GE, along with its healthcare and financial partners, has launched a healthymagination initiative aimed at accelerating cancer innovation and improving care for 10 million cancer patients globally by 2020.

GE CEO and Chair Jeff Immelt and several venture capital partners announced a healthymagination open innovation challenge to fund promising ideas to improve breast cancer diagnostics. GE also will invest $1 billion over the next five years on research and development programs to expand its suite of advanced technologies for cancer detection and treatment, beginning with breast cancer.

The $100 million global open innovation challenge seeks to identify and bring to market ideas that advance breast cancer diagnostics. The goal is to help healthcare professionals better understand tumors associated with triple negative cancer, as well as the molecular similarities between breast cancer and other solid tumors, improving early detection, allowing for more accurate diagnoses and ultimately helping physicians make the best possible treatment decisions based on each patient’s cancer.

The challenge was launched in collaboration with venture capital firms Kleiner Perkins Caufield & Byers, Venrock, Mohr Davidow and MPM Capital. The effort will focus on data in partnership with O’Reilly Media.

Challenge entrants will be evaluated by a committee of representatives from GE and venture capital partner firms. A separate, independent judging panel that includes GE executives, venture capital partners and several leading healthcare experts will select the recipients of the $100,000 innovation seed grants. Winners will be announced in the first quarter of 2012.
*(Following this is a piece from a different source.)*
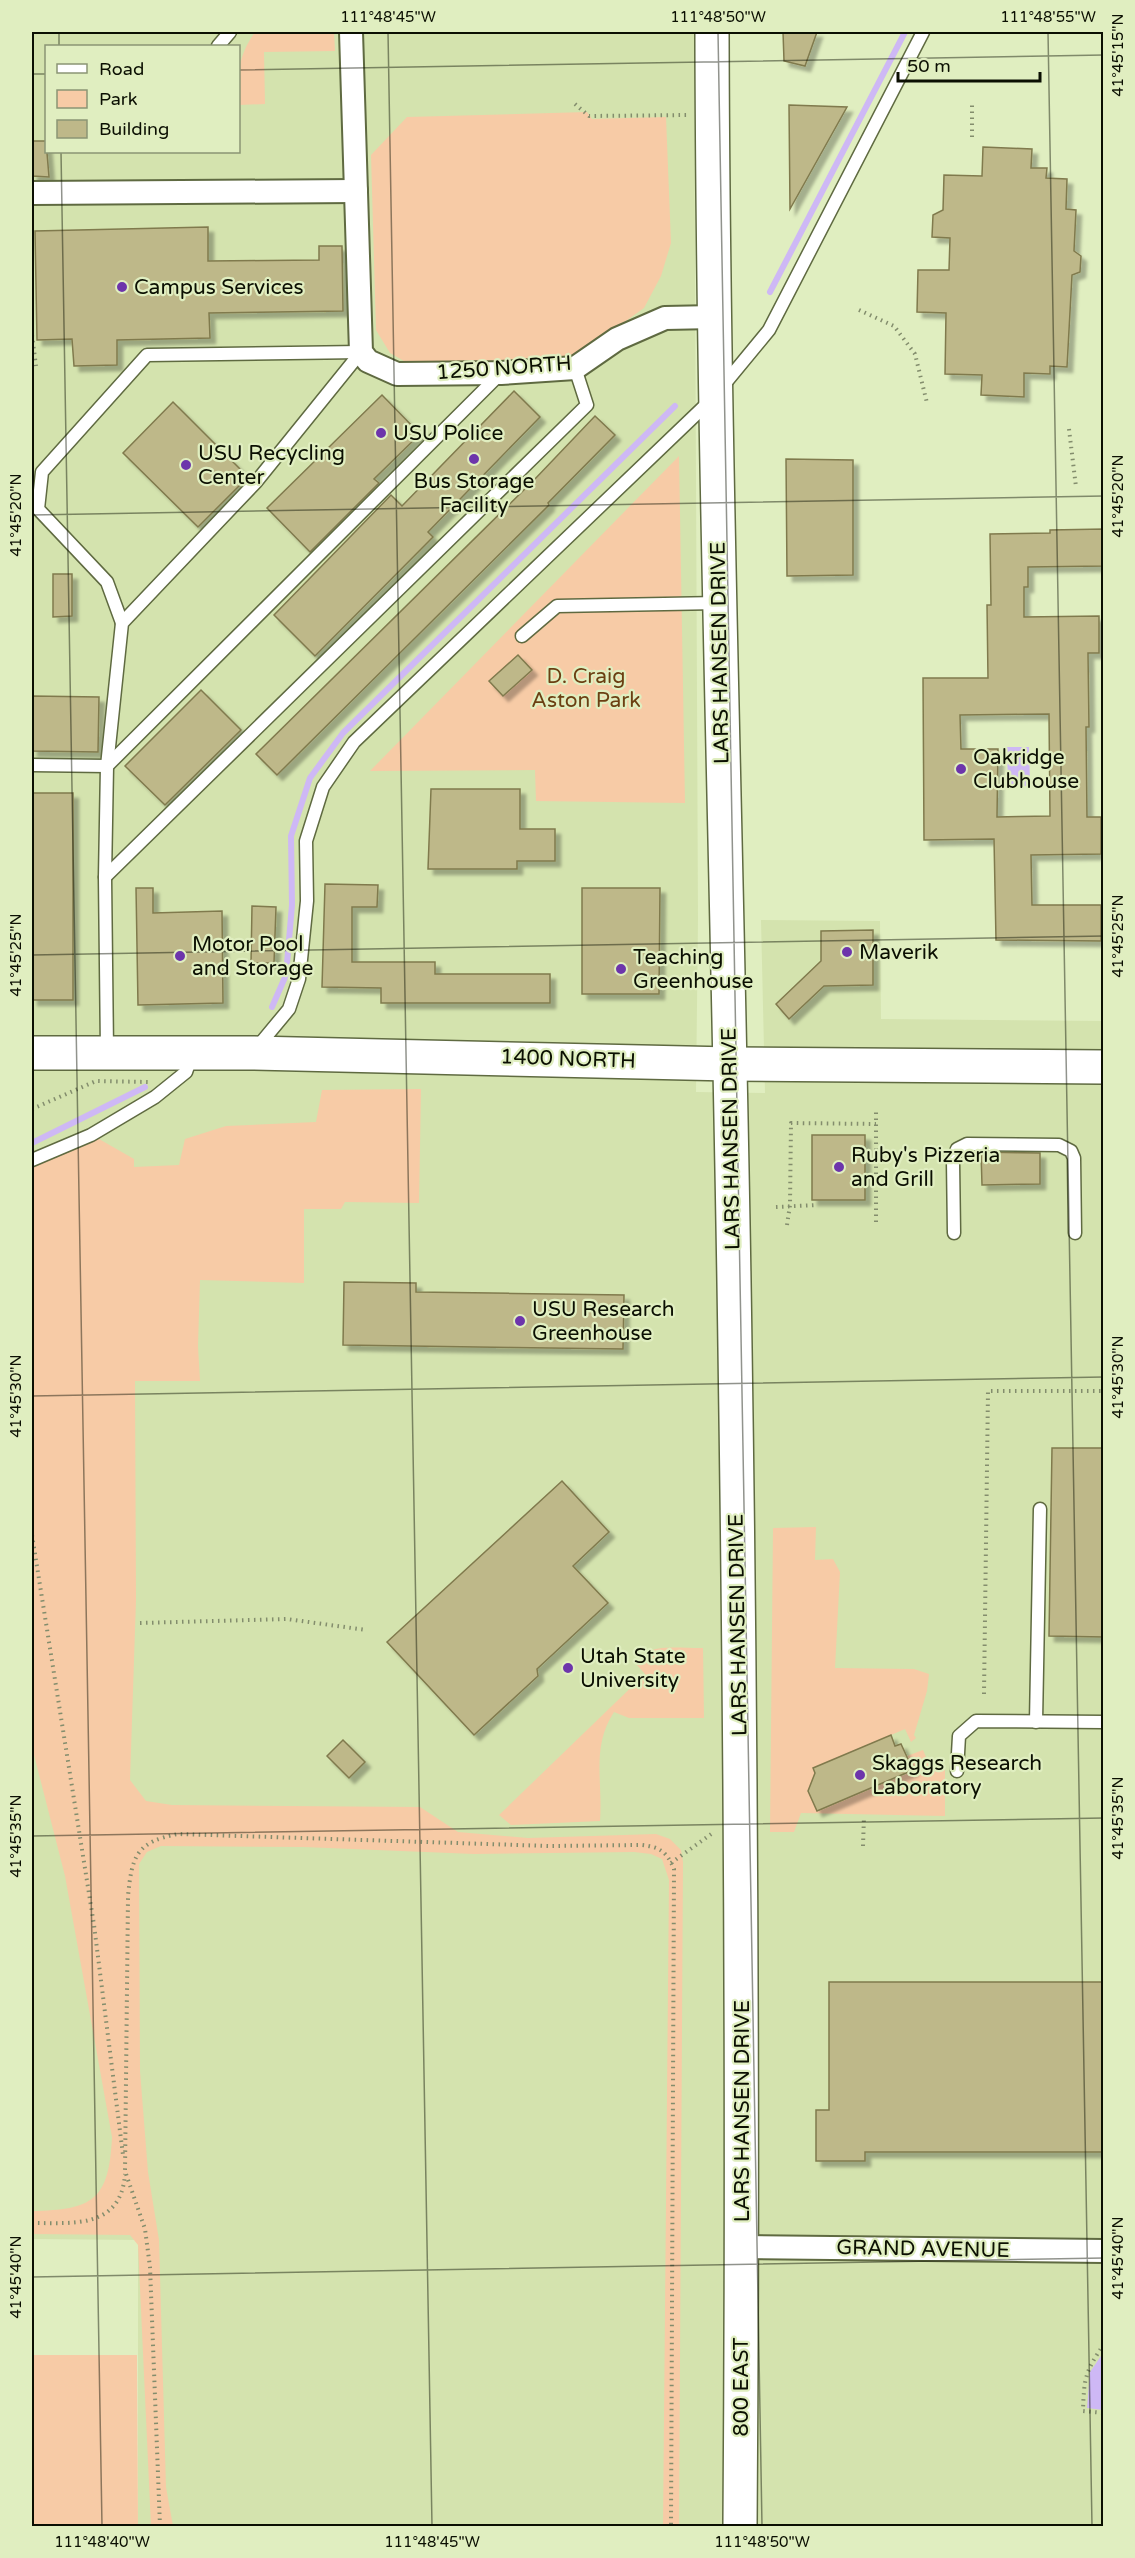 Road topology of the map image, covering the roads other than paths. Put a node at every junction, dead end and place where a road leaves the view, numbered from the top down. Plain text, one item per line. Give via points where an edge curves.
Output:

GE is also investing in the development of a database which will consolidate clinical, pathology, therapy and outcomes data to enable analysis and further accelerate innovation. This database will be available in collaboration with leading cancer research, nongovernment and government organizations, starting with relevant cancer data from GE’s Medical Quality Improvement Consortium; Clarient, a GE Healthcare Company; The Premier healthcare alliance; and the U.S. Department of Health and Human Services.

New technologies
GE also will launch new systems that improve screening and breast cancer diagnosis, and help physicians ensure patients receive the right therapy for their tumor type.

GE announced SenoCase, portable mammography device concept that will take a traditional digital mammography system and miniaturize it into a portable unit the size of a large suitcase.

GE also previewed SenoBright, Contrast Enhanced Spectral Mammography (CESM), a breast screening technique that will enable more precise identification of breast cancer incidence for more than one million women by 2020. SenoBright combines digital mammography, low- and high-level x-rays and a contrast agent to identify incidence of cancer, and helps clinicians better select patients requiring biopsy. SenoBright is currently pending 510(k) clearance at the U.S. FDA, and not available for sale in the U.S. Outside the U.S., SenoBright has been installed in 17 care centers across Europe and Asia.

Access to care
GE announced a three-year partnership with Susan G. Komen for the Cure to forge programs that bring the latest breast cancer technologies to more women in the U.S. and around the world. Initially, these programs will run in Wyoming, Saudi Arabia and China.

  • Wyoming: By combining mobile mammography with a digital twist to appointment bookings, GE is partnering with a number of in-state organizations to help Wyoming address the challenges associated with being one of the most rural states in the U.S.
  • Saudi Arabia: GE and the Kingdom of Saudi Arabia’s Ministry of Health established a mutual partnership aimed at increasing access to breast cancer screening. GE will develop and deploy two mobile screening units in Riyadh City with the goal of screening 10,000 women within the first 12 months with a plan to start in October. It’s also reaching out to leading universities to launch an open innovation challenge for Saudi women in an effort to identify sustainable methods for improving breast cancer screening in the country.
  • China: GE and partners will launch a broad outreach program later this year in the Guangdong Province aimed at raising awareness of and compliance with breast cancer screening procedures. The program will develop a local model to improve education and breast screening in rural areas.